Rare disease patients need supporters in their corner. Global Genes envisions “a globally connected community equipped to eliminate the challenges of rare disease” – and the nonprofit is offering a new round of grants to help patient advocacy groups achieve their goals.
Are you a member of a patient organization who wants to connect with underserved members, boost the mental health of your community or bring advocates together for a meet-up?
Here are some of this year’s grant opportunities:
RARE Mental Health Impact Grant – applications open January 9 – February 10
Awardees will learn how to create a support network as well as develop educational tools, programming and materials that address mental health challenges and support the patient community’s emotional well-being.

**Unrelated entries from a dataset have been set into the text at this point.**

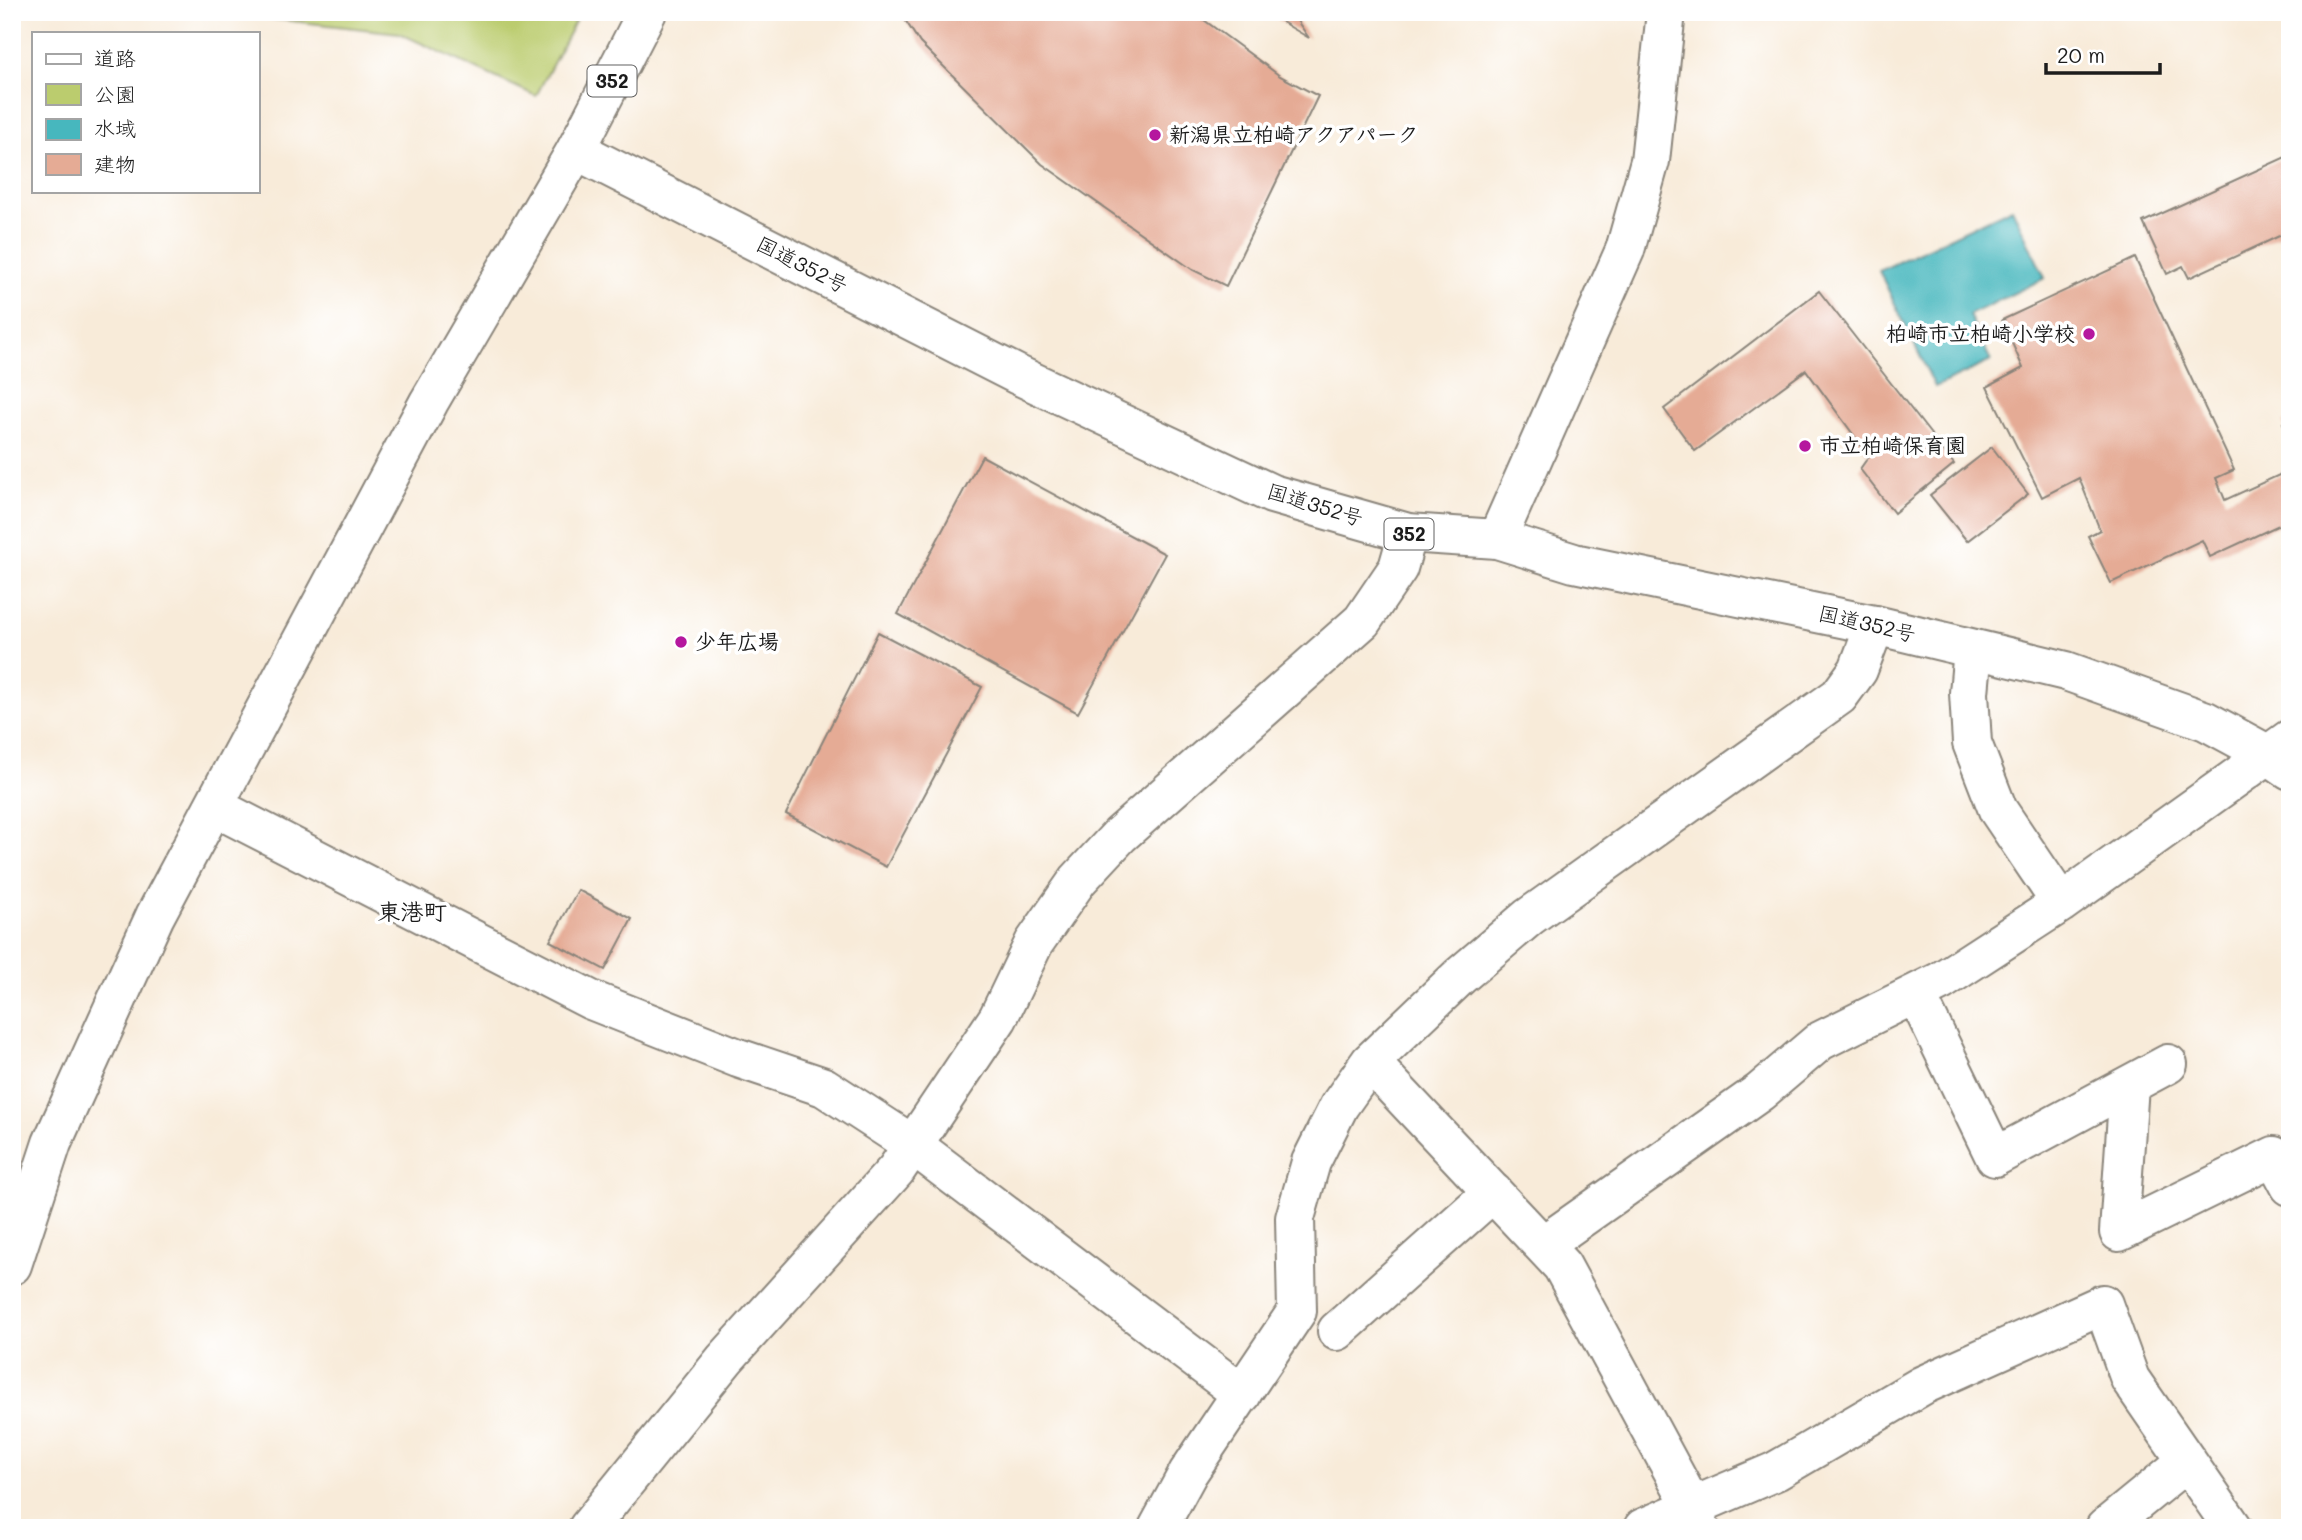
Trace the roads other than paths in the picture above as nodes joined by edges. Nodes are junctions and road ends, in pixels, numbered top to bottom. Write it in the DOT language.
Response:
graph roads {
  1 [pos="647,12"];
  2 [pos="1666,12"];
  3 [pos="576,150"];
  4 [pos="1408,534"];
  5 [pos="1497,539"];
  6 [pos="1875,625"];
  7 [pos="1973,649"];
  8 [pos="2282,754"];
  9 [pos="215,807"];
  10 [pos="2061,903"];
  11 [pos="1916,994"];
  12 [pos="1370,1062"];
  13 [pos="2168,1064"];
  14 [pos="2129,1085"];
  15 [pos="913,1145"];
  16 [pos="2290,1186"];
  17 [pos="1493,1192"];
  18 [pos="1543,1245"];
  19 [pos="12,1265"];
  20 [pos="1337,1331"];
  21 [pos="1242,1394"];
  22 [pos="2187,1461"];
  23 [pos="1696,1518"];
  24 [pos="588,1528"];
  25 [pos="1158,1528"];
  26 [pos="1643,1528"];
  27 [pos="2105,1528"];
  28 [pos="2233,1528"];
  1 -- 3 [label="main road, 352"];
  2 -- 5 [label="main road"];
  3 -- 4 [label="main road, 国道352号 / 352"];
  3 -- 9 [label="main road"];
  4 -- 5 [label="main road, 国道352号 / 352"];
  4 -- 15 [label="main road"];
  5 -- 6 [label="main road, 国道352号 / 352"];
  6 -- 7 [label="main road, 国道352号 / 352"];
  6 -- 12 [label="main road"];
  7 -- 8 [label="main road, 国道352号 / 352"];
  7 -- 10 [label="main road"];
  8 -- 10 [label="main road"];
  9 -- 15 [label="main road"];
  9 -- 19 [label="main road"];
  10 -- 11 [label="main road"];
  11 -- 14 [label="main road"];
  11 -- 18 [label="main road"];
  12 -- 17 [label="main road"];
  12 -- 21 [label="main road"];
  13 -- 14 [label="main road"];
  14 -- 16 [label="main road"];
  15 -- 21 [label="main road"];
  15 -- 24 [label="main road"];
  17 -- 18 [label="main road"];
  17 -- 20 [label="main road"];
  18 -- 23 [label="main road"];
  21 -- 25 [label="main road"];
  22 -- 23 [label="main road"];
  22 -- 27 [label="main road"];
  22 -- 28 [label="main road"];
  23 -- 26 [label="main road"];
}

RARE Health Equity Impact Grant – applications open from March 6 – April 7
Participants selected will be invited to attend workshops to learn how to meet the needs of underserved communities. Outcomes could be culturally sensitive communications, increased outreach and strategies for implementing diversity, equity and inclusion best practices.

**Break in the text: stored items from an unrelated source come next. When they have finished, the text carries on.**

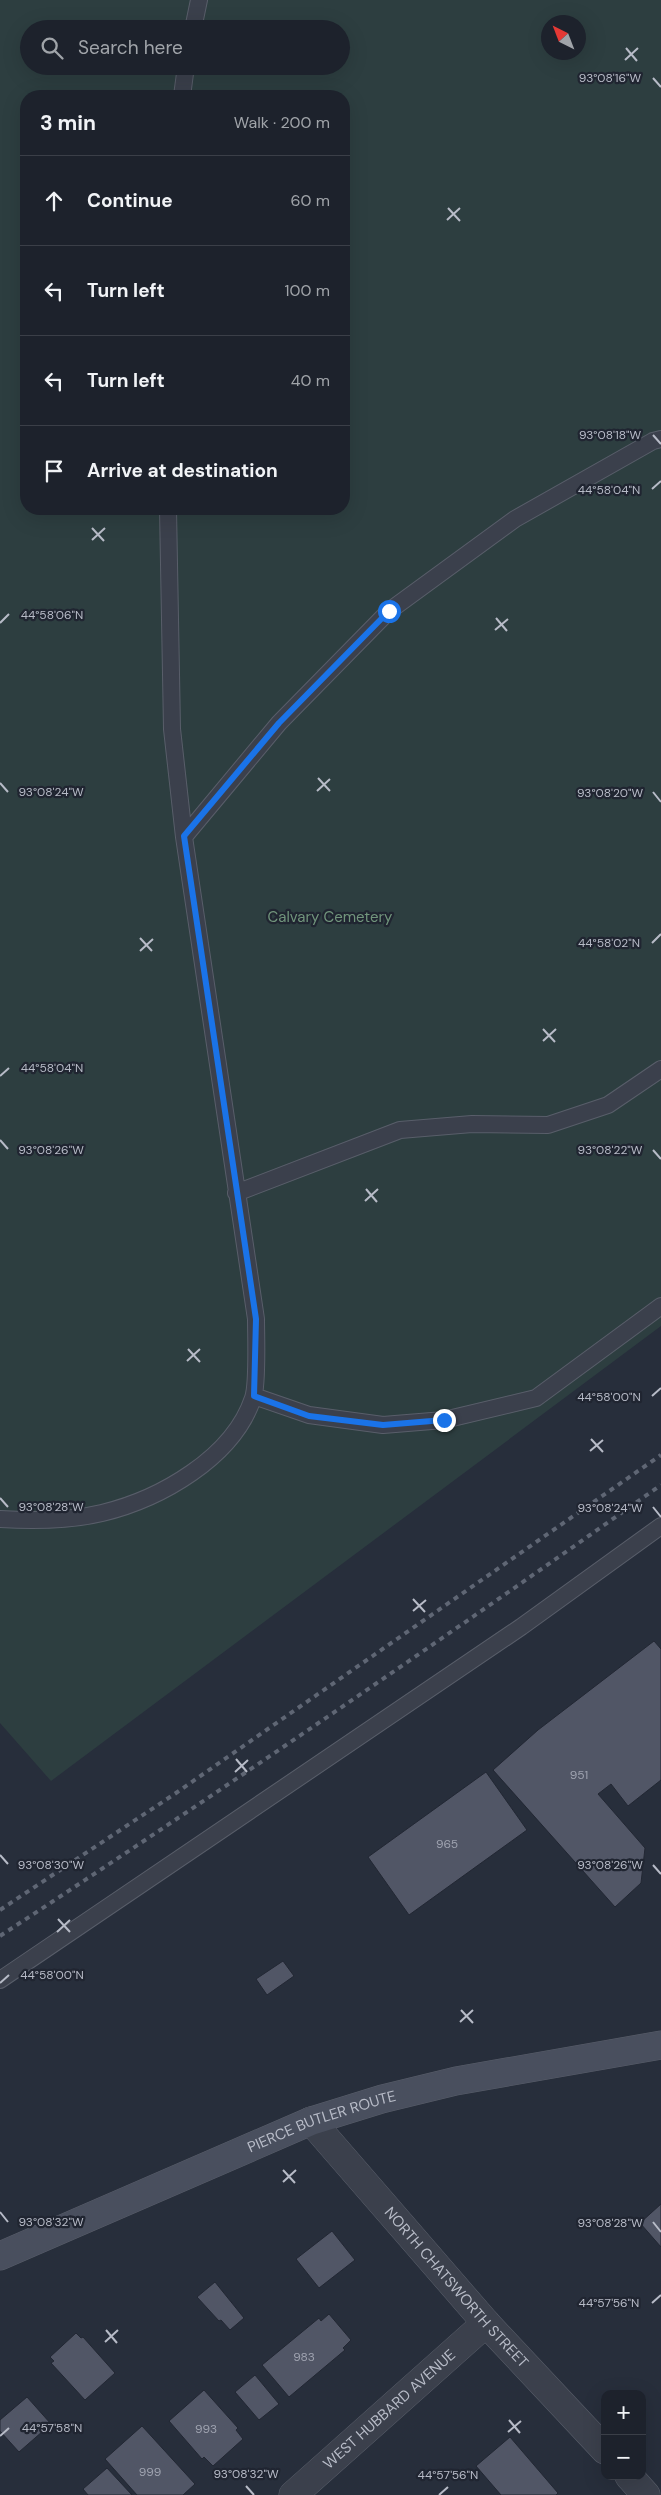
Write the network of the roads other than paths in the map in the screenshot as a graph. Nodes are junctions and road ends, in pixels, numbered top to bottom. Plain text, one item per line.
1 (199, 0) edge
2 (195, 20) edge
3 (185, 75) edge
4 (183, 90) edge
5 (661, 439) edge
6 (168, 515) edge
7 (184, 836) junction
8 (661, 1069) edge
9 (236, 1193) junction
10 (661, 1306) edge
11 (254, 1396) junction
12 (0, 1519) edge
13 (661, 1526) edge
14 (0, 1980) edge
15 (661, 2045) edge
16 (311, 2121) junction
17 (0, 2256) edge
18 (486, 2323) junction
19 (601, 2446) edge
20 (633, 2480) edge
21 (293, 2495) edge
22 (646, 2495) edge

1 - 2 lane
3 - 4 lane
5 - 7 lane
6 - 7 lane
7 - 9 lane
8 - 9 lane
9 - 11 lane
10 - 11 lane
11 - 12 lane
13 - 14 lane
15 - 16 main road, PIERCE BUTLER ROUTE
16 - 17 main road, PIERCE BUTLER ROUTE
16 - 18 street, NORTH CHATSWORTH STREET
18 - 19 street, NORTH CHATSWORTH STREET
18 - 21 street, WEST HUBBARD AVENUE
20 - 22 street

RARE Meet-Up Impact Grant - applications open from April 12 – May 12
This grant supports much-needed in-person collaboration for rare disease patients, caregivers and advocates at the local level. Focus areas for meetups may include: caregiver/patient support for tackling topics like to tackle topics like ultra-rare diseases, the diagnostic odyssey, navigating the health care system, coping with COVID-19 impacts, scientific/research updates, expanding outreach and improving fundraising.
To be eligible for grants, patient organizations should first register to be part of Global Genes’ Global Advocacy Alliance. In addition to grants, membership in the alliance offers organizations mentorship opportunities and access to a network of advocates.